None of these limitations are fatal; meaningful work can be done with any of these switches, if only the controller is aware of them and its choices of flow rules are made appropriately. Sadly, the OpenFlow standard doesn’t provide any mechanism for the switch to communicate this nuance of its capabilities. There is a way for the controller to ask each switch what it can do, but since the standard requires all of the match fields to be supported, they aren’t included in the response. And there’s no way for the switch to talk about what it can do in hardware or software, or what combinations of fields are available, or how many flows it can support.

It’s obvious that the controller’s job becomes much more difficult when these quirks and customizations are considered; the value of a standard mechanism for programming flows on a switch is substantially eroded. And unfortunately the situation only gets worse as we look deeper into the protocol, but that’s a matter for the next installment.

About Bill Owens

Bill has had his hands in networks since 2400 baud was fast, but lately he thinks that things like DNS, IPv6 and OpenFlow are more fun. During the day he helps take care of a statewide optical/IP network. You can find him on Twitter as @owens_bill and lurking around lots of different network-related mailing lists.

  • Art Fewell

    If vendors werent so maniacally focused on DC … how different these problems would be if we started out at the less critical and less demanding campus/branch and then move towards the core as the technology matured – which also allows administrator skillsets to evolve in a healthy and productive way. The same way as WLAN and VoIP … and despite the focus on DC, I still think campus SDN will mature more quickly than the physical DC fabric, its simply less complex and with wireless controller’s being as mature as they already are, this is a slam dunk. Glad vendors are getting there now, but this whole thing has been myopic, if a vendor had a solid campus SDN solution a year ago, which was technically possible, it would have brought a lot of meat and direction to temper the hype, and that vendor would be riding high right now. This will happen, but the first mover advantage is long gone now. Missed opportunity for Cisco competitors, and frankly for CIsco too … if they had offered a fully automated campus a year ago their base would be churning like crazy today bumping their cash funnel way up allowing them to more greatly subsidize their UCS and other adjacencies. Myopia and missed opportunities … this is the reason we need a strong, open community to check and balance the hell our of vendors and get the vision that we, the consumers that pay for this stuff, want.

  • Michael Gonnason

    I have been wondering when this would come to a head.

    Almost reminds of the days of ATM and how it promised to fix everything, but then in implementation it was expensive and convoluted.

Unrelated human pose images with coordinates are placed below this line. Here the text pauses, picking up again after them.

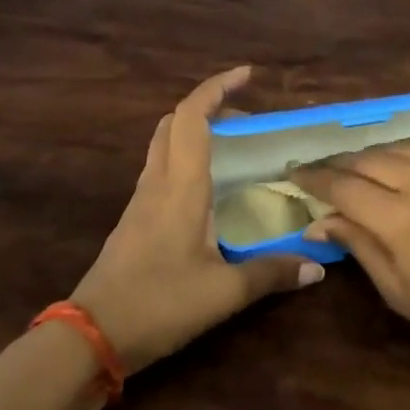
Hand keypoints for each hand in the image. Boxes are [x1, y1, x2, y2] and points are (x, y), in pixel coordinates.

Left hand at [70, 67, 324, 373]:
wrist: (90, 336)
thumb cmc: (159, 304)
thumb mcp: (223, 292)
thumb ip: (272, 274)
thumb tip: (318, 267)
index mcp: (181, 186)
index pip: (192, 117)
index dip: (217, 87)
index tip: (247, 73)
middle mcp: (158, 182)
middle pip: (174, 122)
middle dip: (209, 107)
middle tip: (247, 119)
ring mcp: (141, 200)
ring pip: (164, 144)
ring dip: (195, 131)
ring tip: (234, 147)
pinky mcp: (134, 219)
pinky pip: (161, 170)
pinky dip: (186, 158)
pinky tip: (209, 188)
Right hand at [290, 138, 409, 372]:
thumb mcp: (398, 291)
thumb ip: (359, 247)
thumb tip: (318, 222)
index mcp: (399, 219)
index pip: (342, 185)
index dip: (313, 177)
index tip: (292, 174)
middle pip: (365, 159)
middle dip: (335, 163)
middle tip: (317, 171)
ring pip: (395, 146)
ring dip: (367, 153)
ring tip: (352, 166)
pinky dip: (403, 147)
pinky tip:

    Time will tell us how good the hardware gets.

  • Craig Mills

    Dear Bill,
    I am a Technical Product Manager at HP Networking, covering switch software and SDN campus. I was glad to see the inclusion of the 3800 in your Openflow switching performance post. I would like to share a few details on the Openflow implementation on HP Networking devices. The 3800 running KA_15_10_0003 or later has an optional setting that will reject any Openflow rule that will not be performed in hardware. The Switch will inform the controller that the rule is not a valid rule. While this doesn’t resolve the issue your article addresses, it does help to mitigate the complexity of our hardware vs. software rule processing.

    I also couldn’t help but notice a commenters concern about SDN support in the campus. The 3800 is a campus edge/distribution switch with PoE+ support. While the Data Center is receiving much of the SDN attention, there are campus solutions making their way to market.

    Thanks
    for your time,
    Craig

  • Rob Sherwood

    Thanks for the article drawing out some of the differences in implementation – I think the more that people understand in this space, the better decisions they will be able to make.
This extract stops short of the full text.